Report how many lines of the listing contain the string "Wakeman", with no other words.
-- Information shown follows --
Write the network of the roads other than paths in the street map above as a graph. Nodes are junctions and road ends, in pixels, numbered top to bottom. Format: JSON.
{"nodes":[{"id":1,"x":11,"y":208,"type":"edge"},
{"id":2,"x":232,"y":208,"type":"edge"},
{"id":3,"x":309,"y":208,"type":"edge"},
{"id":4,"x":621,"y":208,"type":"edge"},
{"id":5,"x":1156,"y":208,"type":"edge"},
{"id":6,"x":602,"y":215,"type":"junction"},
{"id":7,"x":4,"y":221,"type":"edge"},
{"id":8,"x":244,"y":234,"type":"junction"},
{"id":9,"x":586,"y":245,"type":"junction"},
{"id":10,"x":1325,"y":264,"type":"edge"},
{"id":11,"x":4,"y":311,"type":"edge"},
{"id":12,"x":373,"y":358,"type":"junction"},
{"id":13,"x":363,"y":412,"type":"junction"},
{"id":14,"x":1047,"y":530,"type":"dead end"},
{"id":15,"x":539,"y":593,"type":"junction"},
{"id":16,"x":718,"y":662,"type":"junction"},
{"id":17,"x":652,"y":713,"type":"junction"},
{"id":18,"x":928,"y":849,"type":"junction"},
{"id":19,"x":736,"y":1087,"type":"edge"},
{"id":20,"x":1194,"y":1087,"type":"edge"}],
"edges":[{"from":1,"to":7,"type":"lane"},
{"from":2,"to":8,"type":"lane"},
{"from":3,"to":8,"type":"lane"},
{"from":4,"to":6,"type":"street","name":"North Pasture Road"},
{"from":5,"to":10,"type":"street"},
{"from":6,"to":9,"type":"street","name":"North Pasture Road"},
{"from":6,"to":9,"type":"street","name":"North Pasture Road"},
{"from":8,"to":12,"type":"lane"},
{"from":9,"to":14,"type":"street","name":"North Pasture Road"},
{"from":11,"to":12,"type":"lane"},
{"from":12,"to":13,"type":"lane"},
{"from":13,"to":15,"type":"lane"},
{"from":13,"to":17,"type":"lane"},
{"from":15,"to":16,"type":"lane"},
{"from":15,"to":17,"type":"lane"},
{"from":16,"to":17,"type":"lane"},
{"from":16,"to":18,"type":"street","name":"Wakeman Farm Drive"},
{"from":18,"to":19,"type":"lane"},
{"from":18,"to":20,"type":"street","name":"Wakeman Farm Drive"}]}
-- Information shown concluded --
◆ The answer ◆
2